Thank you for the last quoted sentence. This is the first time I've ever heard anyone explain what "held back by [ancient] storage protocols" means, and without a concrete example, it sounds like marketing BS.
That’s file system overhead. They have enough IOPS to do the operations but copies are single threaded processes for very good reason (with exceptions, of course). The open/close/metadata update take time, and with thousands of files, that’s the majority of the work (vs the actual transfer). There are options on some file systems to tune around this, with potential impacts to reliability or detailed information being available, but it’s a known limitation of effectively every consumer filesystem in existence.
 
Not really. Using robocopy with multi-thread switch alone helps a ton with this. On SSDs and PCI nVME drives, I often set it to at least 8, if not 16, and they absolutely fly. I've done up to 64, but at some point it tapers off, though I haven't done rigorous testing to find that point.
Robocopy (and rsync with the right flags, etc) are the way around my above point (but also not default for various reasons).
 
That’s file system overhead. They have enough IOPS to do the operations but copies are single threaded processes for very good reason (with exceptions, of course). The open/close/metadata update take time, and with thousands of files, that’s the majority of the work (vs the actual transfer). There are options on some file systems to tune around this, with potential impacts to reliability or detailed information being available, but it’s a known limitation of effectively every consumer filesystem in existence.
Didn't know rsync finally got multithread capability. Only way I knew how was with xargs and that's kind of clunky. I only ever do multi-thread when it's single access and just source->dest. Beyond that, and the concerns you mention get to become reality quickly :)
 
Didn't know rsync finally got multithread capability. Only way I knew how was with xargs and that's kind of clunky. I only ever do multi-thread when it's single access and just source->dest. Beyond that, and the concerns you mention get to become reality quickly :)
There are … ways. Xarg is one. I used to have another scripted when I regularly had to unpack and move tarballs with 100,000 small text files in them. Can’t remember it as I haven’t had to do it in a few years and I’d have to dig into my notes, but you nailed it. It can get real unsafe. Especially if the target is a network filesystem and doing fun things with metadata to start with!
 
Cool news but won't buy ADATA storage devices. Hoping Samsung or Inland release PCIe Gen 5 drives.
Trudat ! I will NOT ever buy anything from any company that does the bait & switch bullshit that they did with their recent drives.

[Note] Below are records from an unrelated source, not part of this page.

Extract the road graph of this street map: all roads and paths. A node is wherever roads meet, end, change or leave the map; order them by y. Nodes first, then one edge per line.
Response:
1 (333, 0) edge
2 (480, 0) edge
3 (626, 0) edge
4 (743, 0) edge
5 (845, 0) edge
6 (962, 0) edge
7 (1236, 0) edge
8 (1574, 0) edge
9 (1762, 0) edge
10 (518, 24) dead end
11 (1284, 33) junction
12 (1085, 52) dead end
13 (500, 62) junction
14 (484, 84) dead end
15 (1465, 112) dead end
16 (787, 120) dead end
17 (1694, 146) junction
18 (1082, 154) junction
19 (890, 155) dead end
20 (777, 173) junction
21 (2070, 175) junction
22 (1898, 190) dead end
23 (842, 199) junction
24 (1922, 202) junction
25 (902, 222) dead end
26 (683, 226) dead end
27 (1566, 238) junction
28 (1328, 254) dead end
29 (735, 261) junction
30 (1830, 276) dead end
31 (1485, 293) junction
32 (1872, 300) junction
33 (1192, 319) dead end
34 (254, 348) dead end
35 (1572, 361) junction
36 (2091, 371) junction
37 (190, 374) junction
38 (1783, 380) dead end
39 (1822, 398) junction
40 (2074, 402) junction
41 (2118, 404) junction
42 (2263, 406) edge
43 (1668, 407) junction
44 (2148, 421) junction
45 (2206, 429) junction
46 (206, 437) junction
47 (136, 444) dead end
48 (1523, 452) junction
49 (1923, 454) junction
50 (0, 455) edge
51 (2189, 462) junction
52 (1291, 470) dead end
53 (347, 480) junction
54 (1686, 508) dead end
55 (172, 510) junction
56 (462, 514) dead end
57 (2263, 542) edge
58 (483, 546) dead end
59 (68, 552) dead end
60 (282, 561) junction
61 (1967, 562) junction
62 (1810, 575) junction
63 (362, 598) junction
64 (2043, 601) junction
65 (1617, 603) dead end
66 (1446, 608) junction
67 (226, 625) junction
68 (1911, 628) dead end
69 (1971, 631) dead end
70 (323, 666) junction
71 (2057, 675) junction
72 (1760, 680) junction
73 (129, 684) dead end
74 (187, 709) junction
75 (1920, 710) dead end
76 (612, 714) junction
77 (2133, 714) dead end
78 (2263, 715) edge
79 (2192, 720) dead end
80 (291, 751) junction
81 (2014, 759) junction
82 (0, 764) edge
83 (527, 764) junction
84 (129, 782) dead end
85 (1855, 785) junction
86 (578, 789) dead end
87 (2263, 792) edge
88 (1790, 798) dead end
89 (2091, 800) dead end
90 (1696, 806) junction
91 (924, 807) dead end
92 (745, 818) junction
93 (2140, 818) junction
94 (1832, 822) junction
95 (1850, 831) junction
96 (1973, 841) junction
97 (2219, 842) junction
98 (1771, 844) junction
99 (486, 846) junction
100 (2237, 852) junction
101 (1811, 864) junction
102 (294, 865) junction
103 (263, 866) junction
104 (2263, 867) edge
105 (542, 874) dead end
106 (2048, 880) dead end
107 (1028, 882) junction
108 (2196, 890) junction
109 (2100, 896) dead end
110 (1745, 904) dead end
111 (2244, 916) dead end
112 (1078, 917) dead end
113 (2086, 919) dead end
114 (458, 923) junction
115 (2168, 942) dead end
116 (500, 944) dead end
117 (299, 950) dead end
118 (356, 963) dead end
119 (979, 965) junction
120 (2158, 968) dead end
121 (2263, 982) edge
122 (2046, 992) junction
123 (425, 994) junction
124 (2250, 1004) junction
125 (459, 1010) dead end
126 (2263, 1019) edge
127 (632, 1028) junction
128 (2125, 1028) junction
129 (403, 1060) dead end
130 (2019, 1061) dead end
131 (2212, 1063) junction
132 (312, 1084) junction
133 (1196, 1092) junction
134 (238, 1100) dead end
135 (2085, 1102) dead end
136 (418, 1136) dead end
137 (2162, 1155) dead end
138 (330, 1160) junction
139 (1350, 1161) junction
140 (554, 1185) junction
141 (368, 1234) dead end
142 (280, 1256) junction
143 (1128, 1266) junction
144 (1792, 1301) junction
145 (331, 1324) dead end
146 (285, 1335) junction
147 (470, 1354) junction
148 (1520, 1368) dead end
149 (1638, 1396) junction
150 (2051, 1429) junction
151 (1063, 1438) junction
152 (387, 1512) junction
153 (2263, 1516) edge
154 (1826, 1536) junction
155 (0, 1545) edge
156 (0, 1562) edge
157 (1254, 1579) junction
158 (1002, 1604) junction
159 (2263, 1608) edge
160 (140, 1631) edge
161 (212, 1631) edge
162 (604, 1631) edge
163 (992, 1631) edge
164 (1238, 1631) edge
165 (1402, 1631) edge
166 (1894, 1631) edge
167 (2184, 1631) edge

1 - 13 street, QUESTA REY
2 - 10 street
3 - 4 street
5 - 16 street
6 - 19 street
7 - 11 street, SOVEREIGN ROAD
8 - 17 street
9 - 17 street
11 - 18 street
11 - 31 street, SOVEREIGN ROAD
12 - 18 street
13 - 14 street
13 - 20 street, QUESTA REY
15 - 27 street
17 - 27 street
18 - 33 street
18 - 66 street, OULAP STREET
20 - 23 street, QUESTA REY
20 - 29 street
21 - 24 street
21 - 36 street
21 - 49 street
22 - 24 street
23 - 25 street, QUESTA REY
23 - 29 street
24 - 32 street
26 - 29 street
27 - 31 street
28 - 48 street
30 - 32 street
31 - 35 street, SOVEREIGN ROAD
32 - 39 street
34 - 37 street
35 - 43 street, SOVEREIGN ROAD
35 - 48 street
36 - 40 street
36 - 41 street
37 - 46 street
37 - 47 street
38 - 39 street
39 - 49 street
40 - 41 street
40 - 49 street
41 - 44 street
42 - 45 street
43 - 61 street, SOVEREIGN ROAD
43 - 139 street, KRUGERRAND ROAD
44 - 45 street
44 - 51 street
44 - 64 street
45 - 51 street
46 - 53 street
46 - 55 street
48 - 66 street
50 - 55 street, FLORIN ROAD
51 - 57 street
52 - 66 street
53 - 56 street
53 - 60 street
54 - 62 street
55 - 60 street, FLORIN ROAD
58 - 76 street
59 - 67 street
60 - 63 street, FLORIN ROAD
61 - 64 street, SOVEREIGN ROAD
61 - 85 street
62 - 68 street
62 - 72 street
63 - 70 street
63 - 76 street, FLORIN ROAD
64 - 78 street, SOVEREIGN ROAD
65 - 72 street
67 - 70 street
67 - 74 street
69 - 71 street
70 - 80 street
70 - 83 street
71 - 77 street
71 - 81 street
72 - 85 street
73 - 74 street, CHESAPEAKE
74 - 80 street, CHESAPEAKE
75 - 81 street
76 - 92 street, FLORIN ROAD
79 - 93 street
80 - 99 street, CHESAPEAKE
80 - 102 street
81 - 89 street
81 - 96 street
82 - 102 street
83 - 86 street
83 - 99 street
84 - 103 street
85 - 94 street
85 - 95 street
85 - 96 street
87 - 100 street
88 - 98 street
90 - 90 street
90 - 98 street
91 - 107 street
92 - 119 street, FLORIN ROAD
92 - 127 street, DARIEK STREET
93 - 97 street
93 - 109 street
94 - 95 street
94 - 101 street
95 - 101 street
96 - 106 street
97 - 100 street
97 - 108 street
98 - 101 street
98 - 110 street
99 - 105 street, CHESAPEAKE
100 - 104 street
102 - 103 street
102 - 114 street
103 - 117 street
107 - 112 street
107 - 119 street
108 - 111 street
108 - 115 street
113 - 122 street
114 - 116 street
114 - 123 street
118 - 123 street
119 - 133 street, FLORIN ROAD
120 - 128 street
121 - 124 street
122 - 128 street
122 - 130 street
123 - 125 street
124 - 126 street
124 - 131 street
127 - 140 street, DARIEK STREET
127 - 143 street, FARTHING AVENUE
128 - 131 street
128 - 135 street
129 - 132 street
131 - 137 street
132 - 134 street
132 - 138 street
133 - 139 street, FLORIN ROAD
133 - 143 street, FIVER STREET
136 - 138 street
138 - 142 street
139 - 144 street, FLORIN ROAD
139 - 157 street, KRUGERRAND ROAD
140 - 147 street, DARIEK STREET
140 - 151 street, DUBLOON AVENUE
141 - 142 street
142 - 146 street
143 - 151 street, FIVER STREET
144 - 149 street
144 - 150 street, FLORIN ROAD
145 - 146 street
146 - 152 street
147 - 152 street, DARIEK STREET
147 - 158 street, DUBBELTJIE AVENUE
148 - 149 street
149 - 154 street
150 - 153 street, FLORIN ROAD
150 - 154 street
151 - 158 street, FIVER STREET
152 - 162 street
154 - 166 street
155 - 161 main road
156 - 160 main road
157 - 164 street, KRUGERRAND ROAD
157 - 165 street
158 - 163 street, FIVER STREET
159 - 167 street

But on a moar cheery note, Sammy, WD and Crucial have also announced pcie gen 5 drives as coming soon :D
 
Trudat ! I will NOT ever buy anything from any company that does the bait & switch bullshit that they did with their recent drives.

But on a moar cheery note, Sammy, WD and Crucial have also announced pcie gen 5 drives as coming soon :D
Am I the only one that sees the irony? I can't be, right?
 
Am I the only one that sees the irony? I can't be, right?
While I know about adata being shady I suspect I’m missing something. Haven’t needed to buy drives in a bit, and I just buy Sabrent for high end and Inland from micro center otherwise.
 
I'd be somewhat concerned about max read cycles being exceeded, but I otherwise support this 100%. ;)

it's a good point, using a SSD as RAM would increase the read/writes exponentially. reliability has gotten much better but still a long way off RAM.
 
it's a good point, using a SSD as RAM would increase the read/writes exponentially. reliability has gotten much better but still a long way off RAM.
We have persistent ram. It’s expensive as hell.